If you want to think about the economic impact of the disruption of traditional news media, think about that $17.2-million, which goes to pay for schools, paving roads, financing health care and defending Canadian borders.
Now ask how much Google and Facebook pay in taxes in Manitoba, where FP operates daily and community papers. Hint: You don’t need a lot of zeroes.
So you might be surprised to learn that representatives of these two firms were recently complaining before a House of Commons committee about a proposal that would see a tax imposed on digital advertising in foreign-based media.
They called the 10-per-cent withholding tax on ad spending a punitive tax on advertisers. The tax was recently proposed in Shattered Mirror, a report on the news media industry by the Public Policy Forum.

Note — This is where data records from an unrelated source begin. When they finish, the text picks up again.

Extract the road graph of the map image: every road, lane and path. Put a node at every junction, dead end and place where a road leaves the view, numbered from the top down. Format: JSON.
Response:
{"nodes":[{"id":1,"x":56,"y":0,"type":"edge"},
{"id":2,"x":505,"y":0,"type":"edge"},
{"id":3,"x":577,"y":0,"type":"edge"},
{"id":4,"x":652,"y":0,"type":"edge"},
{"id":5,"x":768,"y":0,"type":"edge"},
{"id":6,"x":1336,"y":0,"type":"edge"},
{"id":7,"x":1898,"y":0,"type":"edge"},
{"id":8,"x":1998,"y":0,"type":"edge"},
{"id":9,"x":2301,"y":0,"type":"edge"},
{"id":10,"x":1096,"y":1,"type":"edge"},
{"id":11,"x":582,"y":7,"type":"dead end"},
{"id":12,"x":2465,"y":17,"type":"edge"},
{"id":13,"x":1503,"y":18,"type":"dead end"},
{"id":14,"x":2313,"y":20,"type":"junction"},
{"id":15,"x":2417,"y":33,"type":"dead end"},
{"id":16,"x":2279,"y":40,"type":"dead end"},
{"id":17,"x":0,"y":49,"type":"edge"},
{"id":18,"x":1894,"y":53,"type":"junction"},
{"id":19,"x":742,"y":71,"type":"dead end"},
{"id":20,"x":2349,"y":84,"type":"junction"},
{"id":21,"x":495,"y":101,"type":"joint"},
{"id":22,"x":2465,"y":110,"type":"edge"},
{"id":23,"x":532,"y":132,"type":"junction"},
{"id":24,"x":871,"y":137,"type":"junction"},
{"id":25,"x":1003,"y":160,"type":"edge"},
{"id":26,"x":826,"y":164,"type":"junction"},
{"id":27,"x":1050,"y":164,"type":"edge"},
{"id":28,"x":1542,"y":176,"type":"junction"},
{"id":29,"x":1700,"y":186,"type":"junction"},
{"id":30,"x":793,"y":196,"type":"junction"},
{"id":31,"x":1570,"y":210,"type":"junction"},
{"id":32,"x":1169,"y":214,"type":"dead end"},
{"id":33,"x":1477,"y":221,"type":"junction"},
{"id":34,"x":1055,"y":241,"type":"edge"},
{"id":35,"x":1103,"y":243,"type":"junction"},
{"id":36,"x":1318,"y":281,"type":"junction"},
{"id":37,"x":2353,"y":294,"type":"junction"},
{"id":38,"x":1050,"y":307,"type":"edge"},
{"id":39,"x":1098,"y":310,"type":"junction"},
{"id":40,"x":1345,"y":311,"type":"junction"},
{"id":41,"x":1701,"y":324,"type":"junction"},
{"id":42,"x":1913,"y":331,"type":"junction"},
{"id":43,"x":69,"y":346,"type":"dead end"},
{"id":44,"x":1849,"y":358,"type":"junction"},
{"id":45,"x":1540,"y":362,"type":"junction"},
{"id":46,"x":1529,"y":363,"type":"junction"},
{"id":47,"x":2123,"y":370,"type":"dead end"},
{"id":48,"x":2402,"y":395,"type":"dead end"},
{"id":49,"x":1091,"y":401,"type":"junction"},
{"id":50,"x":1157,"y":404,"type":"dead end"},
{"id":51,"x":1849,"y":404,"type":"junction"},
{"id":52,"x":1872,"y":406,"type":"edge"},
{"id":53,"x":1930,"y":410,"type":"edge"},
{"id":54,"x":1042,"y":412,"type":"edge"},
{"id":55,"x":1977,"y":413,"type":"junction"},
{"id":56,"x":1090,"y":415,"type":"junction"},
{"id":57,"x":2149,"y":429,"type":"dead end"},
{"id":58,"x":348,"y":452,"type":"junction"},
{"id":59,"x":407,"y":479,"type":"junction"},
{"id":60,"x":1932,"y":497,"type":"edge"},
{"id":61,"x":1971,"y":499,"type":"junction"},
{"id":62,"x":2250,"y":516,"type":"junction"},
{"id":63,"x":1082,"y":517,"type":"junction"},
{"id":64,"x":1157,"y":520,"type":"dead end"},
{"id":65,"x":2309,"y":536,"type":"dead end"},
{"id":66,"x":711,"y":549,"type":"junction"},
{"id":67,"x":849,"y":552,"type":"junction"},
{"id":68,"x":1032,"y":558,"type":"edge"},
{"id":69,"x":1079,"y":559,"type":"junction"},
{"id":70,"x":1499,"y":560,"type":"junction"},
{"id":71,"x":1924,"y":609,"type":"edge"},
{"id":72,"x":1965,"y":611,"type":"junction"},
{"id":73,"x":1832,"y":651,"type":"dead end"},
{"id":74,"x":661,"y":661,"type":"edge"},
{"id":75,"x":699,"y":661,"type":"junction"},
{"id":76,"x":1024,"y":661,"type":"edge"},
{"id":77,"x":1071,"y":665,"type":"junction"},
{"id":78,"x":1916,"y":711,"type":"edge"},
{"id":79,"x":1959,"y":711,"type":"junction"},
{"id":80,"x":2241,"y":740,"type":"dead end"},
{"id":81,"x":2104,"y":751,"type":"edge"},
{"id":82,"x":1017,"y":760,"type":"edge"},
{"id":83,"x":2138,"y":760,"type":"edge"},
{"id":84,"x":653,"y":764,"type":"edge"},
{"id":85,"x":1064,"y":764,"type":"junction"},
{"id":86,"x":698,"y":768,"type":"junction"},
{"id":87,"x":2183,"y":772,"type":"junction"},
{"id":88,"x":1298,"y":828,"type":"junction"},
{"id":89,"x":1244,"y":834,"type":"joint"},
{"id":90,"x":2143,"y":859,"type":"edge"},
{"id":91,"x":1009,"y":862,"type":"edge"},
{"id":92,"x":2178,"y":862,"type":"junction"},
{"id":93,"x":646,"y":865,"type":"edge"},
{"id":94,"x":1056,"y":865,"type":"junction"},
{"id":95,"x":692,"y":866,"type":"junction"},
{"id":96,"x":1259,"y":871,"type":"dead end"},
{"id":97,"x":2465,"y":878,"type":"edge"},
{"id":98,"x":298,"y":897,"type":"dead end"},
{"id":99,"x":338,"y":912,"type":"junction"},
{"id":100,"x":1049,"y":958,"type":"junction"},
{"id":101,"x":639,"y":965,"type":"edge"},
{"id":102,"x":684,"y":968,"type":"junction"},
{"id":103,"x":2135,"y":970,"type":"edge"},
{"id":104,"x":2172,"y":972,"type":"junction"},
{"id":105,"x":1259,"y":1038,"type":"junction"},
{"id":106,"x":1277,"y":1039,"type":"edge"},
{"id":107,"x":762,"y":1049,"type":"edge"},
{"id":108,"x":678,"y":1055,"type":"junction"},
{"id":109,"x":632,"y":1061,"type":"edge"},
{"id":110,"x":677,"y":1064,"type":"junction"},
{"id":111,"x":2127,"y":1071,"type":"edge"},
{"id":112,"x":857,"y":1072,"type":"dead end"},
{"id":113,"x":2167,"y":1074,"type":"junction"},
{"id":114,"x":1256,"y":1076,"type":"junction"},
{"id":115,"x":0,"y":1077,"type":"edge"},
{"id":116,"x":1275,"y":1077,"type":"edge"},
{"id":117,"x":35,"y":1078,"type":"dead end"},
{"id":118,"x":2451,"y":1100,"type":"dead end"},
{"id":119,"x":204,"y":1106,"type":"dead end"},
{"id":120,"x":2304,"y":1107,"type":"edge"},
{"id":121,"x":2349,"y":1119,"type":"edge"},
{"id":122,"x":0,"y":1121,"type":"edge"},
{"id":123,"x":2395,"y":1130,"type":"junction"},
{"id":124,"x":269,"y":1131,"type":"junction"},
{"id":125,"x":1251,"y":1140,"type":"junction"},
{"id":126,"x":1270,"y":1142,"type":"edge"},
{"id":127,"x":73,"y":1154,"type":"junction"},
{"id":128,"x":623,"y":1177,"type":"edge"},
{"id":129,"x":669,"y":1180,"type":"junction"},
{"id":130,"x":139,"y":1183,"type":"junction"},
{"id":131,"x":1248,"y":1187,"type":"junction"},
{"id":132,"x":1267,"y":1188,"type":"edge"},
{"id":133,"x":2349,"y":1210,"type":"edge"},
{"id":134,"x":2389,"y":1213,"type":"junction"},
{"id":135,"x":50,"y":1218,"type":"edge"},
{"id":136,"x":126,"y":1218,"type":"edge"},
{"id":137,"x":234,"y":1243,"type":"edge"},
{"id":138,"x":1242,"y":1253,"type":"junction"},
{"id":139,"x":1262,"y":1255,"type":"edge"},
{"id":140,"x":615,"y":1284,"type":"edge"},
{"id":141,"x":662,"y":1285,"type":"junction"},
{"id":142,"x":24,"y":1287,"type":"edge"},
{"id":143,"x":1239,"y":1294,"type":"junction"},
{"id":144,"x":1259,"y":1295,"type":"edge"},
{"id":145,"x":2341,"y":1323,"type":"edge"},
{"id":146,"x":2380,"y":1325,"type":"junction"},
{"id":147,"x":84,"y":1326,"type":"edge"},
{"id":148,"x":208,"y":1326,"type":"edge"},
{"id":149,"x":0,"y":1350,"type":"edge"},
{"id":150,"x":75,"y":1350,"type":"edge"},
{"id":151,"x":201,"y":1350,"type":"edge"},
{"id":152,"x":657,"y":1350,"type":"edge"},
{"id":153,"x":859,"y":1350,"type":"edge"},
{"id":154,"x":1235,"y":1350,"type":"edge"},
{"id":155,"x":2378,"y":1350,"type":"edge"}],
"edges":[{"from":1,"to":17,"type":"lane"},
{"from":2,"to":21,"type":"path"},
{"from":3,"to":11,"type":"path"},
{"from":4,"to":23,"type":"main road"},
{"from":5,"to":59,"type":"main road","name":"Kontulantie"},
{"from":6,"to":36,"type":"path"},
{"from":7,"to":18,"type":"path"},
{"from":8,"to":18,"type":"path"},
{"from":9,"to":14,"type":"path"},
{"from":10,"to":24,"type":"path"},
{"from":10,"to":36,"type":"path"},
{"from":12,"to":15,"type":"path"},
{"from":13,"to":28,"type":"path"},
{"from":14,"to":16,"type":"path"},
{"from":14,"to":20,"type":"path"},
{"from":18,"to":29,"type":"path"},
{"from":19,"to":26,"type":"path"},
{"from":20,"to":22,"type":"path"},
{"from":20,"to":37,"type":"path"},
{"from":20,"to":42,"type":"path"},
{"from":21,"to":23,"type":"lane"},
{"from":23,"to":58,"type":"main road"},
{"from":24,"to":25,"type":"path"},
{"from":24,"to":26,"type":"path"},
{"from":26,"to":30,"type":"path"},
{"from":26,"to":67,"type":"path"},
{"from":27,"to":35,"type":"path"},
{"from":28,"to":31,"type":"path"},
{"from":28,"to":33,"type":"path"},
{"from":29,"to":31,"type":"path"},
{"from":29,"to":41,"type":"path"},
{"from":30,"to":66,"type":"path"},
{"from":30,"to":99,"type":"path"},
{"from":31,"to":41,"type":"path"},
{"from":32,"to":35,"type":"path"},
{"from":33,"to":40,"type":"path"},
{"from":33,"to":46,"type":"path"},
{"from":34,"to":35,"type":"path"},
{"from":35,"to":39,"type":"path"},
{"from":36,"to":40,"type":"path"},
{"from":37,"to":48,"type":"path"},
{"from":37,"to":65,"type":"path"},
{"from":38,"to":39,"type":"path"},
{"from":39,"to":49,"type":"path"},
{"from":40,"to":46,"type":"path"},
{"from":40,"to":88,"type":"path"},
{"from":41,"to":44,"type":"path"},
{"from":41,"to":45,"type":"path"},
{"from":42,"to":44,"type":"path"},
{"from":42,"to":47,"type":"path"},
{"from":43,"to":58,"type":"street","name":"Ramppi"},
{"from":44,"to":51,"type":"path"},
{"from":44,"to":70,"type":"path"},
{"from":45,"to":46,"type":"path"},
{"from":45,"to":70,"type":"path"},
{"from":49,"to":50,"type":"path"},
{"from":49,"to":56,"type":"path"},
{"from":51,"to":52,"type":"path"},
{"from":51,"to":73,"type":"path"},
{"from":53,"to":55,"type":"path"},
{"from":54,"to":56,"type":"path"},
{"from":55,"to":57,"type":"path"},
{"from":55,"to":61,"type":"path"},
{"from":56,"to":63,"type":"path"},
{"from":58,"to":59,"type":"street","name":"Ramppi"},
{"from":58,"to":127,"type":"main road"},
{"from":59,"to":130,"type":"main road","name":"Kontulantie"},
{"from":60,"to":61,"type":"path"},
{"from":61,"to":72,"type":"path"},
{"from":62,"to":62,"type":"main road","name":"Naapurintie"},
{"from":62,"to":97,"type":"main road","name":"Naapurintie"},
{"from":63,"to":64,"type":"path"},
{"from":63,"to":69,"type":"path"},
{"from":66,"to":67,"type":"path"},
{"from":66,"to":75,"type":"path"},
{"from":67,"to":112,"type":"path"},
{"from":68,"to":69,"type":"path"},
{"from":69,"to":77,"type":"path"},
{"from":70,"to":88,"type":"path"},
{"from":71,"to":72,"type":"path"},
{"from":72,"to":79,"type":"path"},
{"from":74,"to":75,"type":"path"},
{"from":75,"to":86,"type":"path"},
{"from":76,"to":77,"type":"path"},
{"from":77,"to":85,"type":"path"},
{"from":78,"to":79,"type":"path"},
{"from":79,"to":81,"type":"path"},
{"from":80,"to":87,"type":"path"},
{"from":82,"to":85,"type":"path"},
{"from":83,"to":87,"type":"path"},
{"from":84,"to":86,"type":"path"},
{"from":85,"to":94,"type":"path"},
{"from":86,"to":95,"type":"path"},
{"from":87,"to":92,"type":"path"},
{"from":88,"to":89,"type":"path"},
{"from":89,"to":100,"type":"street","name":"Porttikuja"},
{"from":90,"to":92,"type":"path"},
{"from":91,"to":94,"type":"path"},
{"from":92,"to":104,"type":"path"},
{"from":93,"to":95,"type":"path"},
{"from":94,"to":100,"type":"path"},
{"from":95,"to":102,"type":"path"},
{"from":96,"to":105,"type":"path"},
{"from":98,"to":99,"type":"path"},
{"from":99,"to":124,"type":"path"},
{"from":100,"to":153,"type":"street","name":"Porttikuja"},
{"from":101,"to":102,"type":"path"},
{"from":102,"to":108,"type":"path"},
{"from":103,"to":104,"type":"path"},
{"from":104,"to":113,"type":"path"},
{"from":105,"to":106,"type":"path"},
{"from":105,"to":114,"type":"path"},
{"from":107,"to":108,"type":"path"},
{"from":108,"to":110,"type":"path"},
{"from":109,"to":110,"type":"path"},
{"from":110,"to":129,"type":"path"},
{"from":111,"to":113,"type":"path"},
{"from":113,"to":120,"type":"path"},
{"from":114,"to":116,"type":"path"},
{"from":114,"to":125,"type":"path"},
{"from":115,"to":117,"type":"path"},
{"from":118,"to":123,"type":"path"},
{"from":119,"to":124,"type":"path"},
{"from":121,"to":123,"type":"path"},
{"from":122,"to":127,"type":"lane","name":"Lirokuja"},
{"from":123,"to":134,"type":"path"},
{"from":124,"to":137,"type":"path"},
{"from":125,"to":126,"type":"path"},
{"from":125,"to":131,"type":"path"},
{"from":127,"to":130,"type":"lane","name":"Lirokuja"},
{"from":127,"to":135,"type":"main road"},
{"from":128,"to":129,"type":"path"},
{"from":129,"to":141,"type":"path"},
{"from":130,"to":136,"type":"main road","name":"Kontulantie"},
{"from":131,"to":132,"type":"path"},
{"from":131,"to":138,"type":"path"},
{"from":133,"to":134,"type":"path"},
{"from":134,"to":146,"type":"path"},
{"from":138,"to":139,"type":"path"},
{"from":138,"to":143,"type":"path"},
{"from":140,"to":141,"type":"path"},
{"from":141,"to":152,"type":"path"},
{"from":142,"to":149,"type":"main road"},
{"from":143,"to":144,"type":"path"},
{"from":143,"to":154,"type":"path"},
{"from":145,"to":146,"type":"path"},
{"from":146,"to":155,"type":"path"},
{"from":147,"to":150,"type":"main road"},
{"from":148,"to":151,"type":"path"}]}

Perhaps, because they pay so little tax in Canada themselves, the Google and Facebook representatives are unaware of all the “punitive” taxes paid by traditional news media, rooted in this country, employing thousands of people and generating news and information that is vital to the communities they serve.

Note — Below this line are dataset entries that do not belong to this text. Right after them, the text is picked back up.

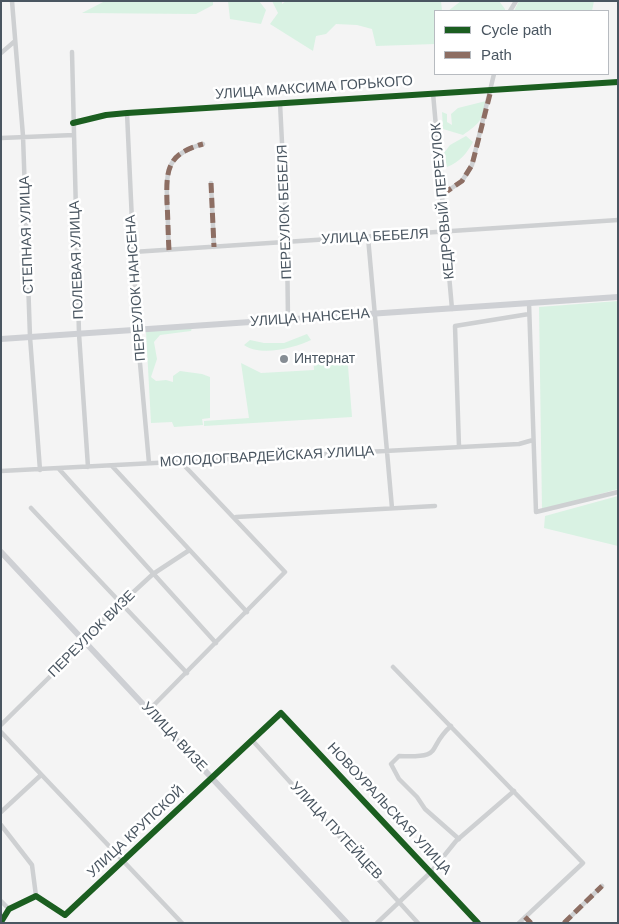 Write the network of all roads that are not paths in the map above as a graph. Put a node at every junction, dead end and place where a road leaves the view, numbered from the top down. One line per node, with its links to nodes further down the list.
1 (12, 1): 2 (street, СТЕПНАЯ УЛИЦА)
2 (15, 41): 4 (street); 13 (street, СТЕПНАЯ УЛИЦА)
3 (72, 52): 11 (street, ПОЛЕВАЯ УЛИЦА)
4 (1, 53)
5 (494, 75): 7 (street)
6 (618, 82): 7 (street, УЛИЦА МАКСИМА ГОРЬКОГО)
7 (492, 90): 8 (street, УЛИЦА МАКСИМА ГОРЬКОГО); 17 (street)
8 (433, 93): 9 (street, УЛИЦА МАКСИМА ГОРЬКОГО); 17 (street, КЕДРОВЫЙ ПЕРЕУЛОК)
9 (280, 104): 10 (street, УЛИЦА МАКСИМА ГОРЬКОГО); 21 (street, ПЕРЕУЛОК БЕБЕЛЯ)
10 (127, 113): 11 (street, УЛИЦА МАКСИМА ГОРЬКОГО); 24 (street, ПЕРЕУЛОК НАНСЕНА)
11 (73, 123): 12 (street, ПОЛЕВАЯ УЛИЦА)
12 (74, 135): 13 (street); 32 (street, ПОЛЕВАЯ УЛИЦА)
13 (23, 136): 14 (street); 33 (street, СТЕПНАЯ УЛИЦА)
14 (1, 138)
15 (203, 144): 23 (street)
16 (211, 183): 22 (street)
17 (443, 194): 19 (street, КЕДРОВЫЙ ПЕРЕУЛОК)
18 (618, 220): 19 (street, УЛИЦА БЕБЕЛЯ)
19 (446, 233): 20 (street, УЛИЦА БЕБЕЛЯ); 27 (street, КЕДРОВЫЙ ПЕРЕУЛОК)
20 (368, 238): 21 (street, УЛИЦА БЕБЕЛЯ); 28 (street)
21 (287, 242): 22 (street, УЛИЦА БЕБЕЛЯ); 30 (street, ПЕРЕУЛОК БЕБЕЛЯ)
22 (214, 247): 23 (street, УЛИЦА БЕБЕЛЯ)
23 (169, 250): 24 (street, УЛИЦА БЕБЕЛЯ)
24 (133, 252): 31 (street, ПЕРЕУЛОК НАНСЕНА)
25 (618, 297): 26 (main road, УЛИЦА НАНСЕНА)
26 (529, 303): 27 (main road, УЛИЦА НАНСЕНА); 29 (street)
27 (452, 309): 28 (main road, УЛИЦА НАНСЕНА)
28 (376, 313): 30 (main road, УЛИЦА НАНСЕНА); 37 (street)
29 (528, 314): 35 (street); 36 (street)
30 (288, 320): 31 (main road, УЛИЦА НАНСЕНА)
31 (137, 330): 32 (main road, УЛИЦА НАНСЕНА); 39 (street, ПЕРЕУЛОК НАНСЕНА)
32 (79, 334): 33 (main road, УЛИЦА НАНСЕНА); 41 (street, ПОЛЕВАЯ УЛИЦА)
33 (30, 337): 34 (main road, УЛИЦА НАНСЕНА); 43 (street, СТЕПНАЯ УЛИЦА)
34 (1, 339)
35 (533, 440): 36 (street, МОЛОДОГВАРДЕЙСКАЯ УЛИЦА); 45 (street)
36 (459, 447): 37 (street, МОЛОДОГВАРДЕЙСКАЯ УЛИЦА)
37 (386, 452): 38 (street, МОЛОДОГВАРДЕЙСКАЯ УЛИЦА); 48 (street)
38 (180, 461): 39 (street, МОЛОДОГВАРДЕЙСКАЯ УЛИЦА); 49 (street)
39 (149, 463): 40 (street, МОЛОДОГВАРДЕЙСКАЯ УЛИЦА)
40 (112, 466): 41 (street, МОЛОДОГВАРДЕЙСКАЯ УЛИЦА); 50 (street)
41 (88, 467): 42 (street, МОЛОДОГВАРДЕЙСКАЯ УЛИЦА)
42 (59, 469): 43 (street, МОЛОДОГВАРДЕЙСКАЯ УЛИЦА); 52 (street)
43 (40, 470): 44 (street, МОЛОДОГВАРДЕЙСКАЯ УЛИЦА)
44 (1, 471)
45 (618, 492)
46 (435, 506): 48 (street)
47 (31, 508): 53 (street)
48 (392, 508): 49 (street)
49 (236, 517): 54 (street)
50 (188, 551): 52 (street, ПЕРЕУЛОК ВИЗЕ); 54 (street)
51 (1, 552): 55 (main road, УЛИЦА ВИЗЕ)
52 (153, 574): 53 (street, ПЕРЕУЛОК ВИЗЕ); 56 (street)
53 (121, 604): 55 (street, ПЕРЕУЛОК ВИЗЕ); 58 (street)
54 (247, 612): 56 (street)
55 (86, 641): 59 (main road, УЛИЦА ВИЗЕ); 61 (street, ПЕРЕУЛОК ВИЗЕ)
56 (216, 643): 58 (street)
57 (393, 667): 62 (street)
58 (187, 673): 59 (street)
59 (149, 710): 66 (main road, УЛИЦА ВИЗЕ)
60 (281, 713): 64 (street, УЛИЦА КРУПСКОЙ); 72 (street, НОВОУРАЛЬСКАЯ УЛИЦА)
61 (1, 725)
62 (451, 726): 67 (street); 70 (street)
63 (1, 732): 65 (street)
64 (252, 740): 66 (street, УЛИЦА КРУПСКОЙ); 76 (street, УЛИЦА ПУТЕЙЦЕВ)
65 (41, 775): 68 (street); 71 (street)
66 (212, 778): 71 (street, УЛИЦА КРУПСКОЙ); 81 (main road, УЛИЦА ВИЗЕ)
67 (514, 792): 70 (street); 78 (street)
68 (1, 812)
69 (1, 825): 74 (street)
70 (459, 839): 72 (street)
71 (123, 861): 74 (street, УЛИЦА КРУПСКОЙ); 80 (street)
72 (431, 872): 76 (street); 84 (street, НОВОУРАЛЬСКАЯ УЛИЦА)
73 (602, 886): 87 (street)
74 (36, 896): 77 (street)
75 (1, 900): 77 (street)
76 (400, 900): 82 (street); 83 (street, УЛИЦА ПУТЕЙЦЕВ)
77 (9, 910): 79 (street)
78 (525, 917): 85 (street); 86 (street)
79 (1, 922)
80 (182, 923)
81 (347, 923)
82 (377, 923)
83 (418, 923)
84 (478, 923)
85 (520, 923)
86 (531, 923)
87 (564, 923)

The intent of the digital tax is to generate some federal revenues from the billions of ad dollars that foreign-based digital companies take out of the country every year. That money, an estimated $300-million to $400-million annually, would be used to help traditional news media transition in the digital world.
The digital-tax proposal is one of a number in the Public Policy Forum report aimed at creating more fairness in the way media are taxed in Canada. The current tax system is so ludicrous that it actually provides better tax treatment to foreign companies than to Canadian news media.
If you buy a digital subscription to The Winnipeg Free Press, we have to charge you provincial and federal sales tax, a cool 13 per cent, boosting a $16.99 monthly charge to $19.20. You’ll pay no sales tax to buy a digital subscription to the Wall Street Journal.
When it comes to advertising, existing income-tax laws cover print and broadcast media, but not digital. Therefore, a Canadian advertiser cannot deduct as a business expense the cost of an ad in the printed New York Times, but can deduct the expense of an ad on nytimes.com.
The tax story does not stop at the federal level. Look down the list of what FP pays and you’ll see $634,000 for provincial health and education, $334,000 for workers’ compensation, $911,000 for employment insurance, $2.1-million for the Canada Pension Plan, $572,000 in municipal property taxes, $3.7-million in GST, more than $2-million in PST and more than $7-million in income taxes for the company and employees.
This is a good measure of what a company such as FP gives back to the communities that support its newspapers – from The Winnipeg Free Press to The Steinbach Carillon.
It is also what’s missing from the new digital economy that is disrupting companies such as ours.
The major digital players, almost all foreign-based, are not employing significant numbers of people locally and are not putting significant tax dollars into the local, provincial and national economies where they earn all their money.
It’s not punitive to impose a new tax on this activity. It’s overdue.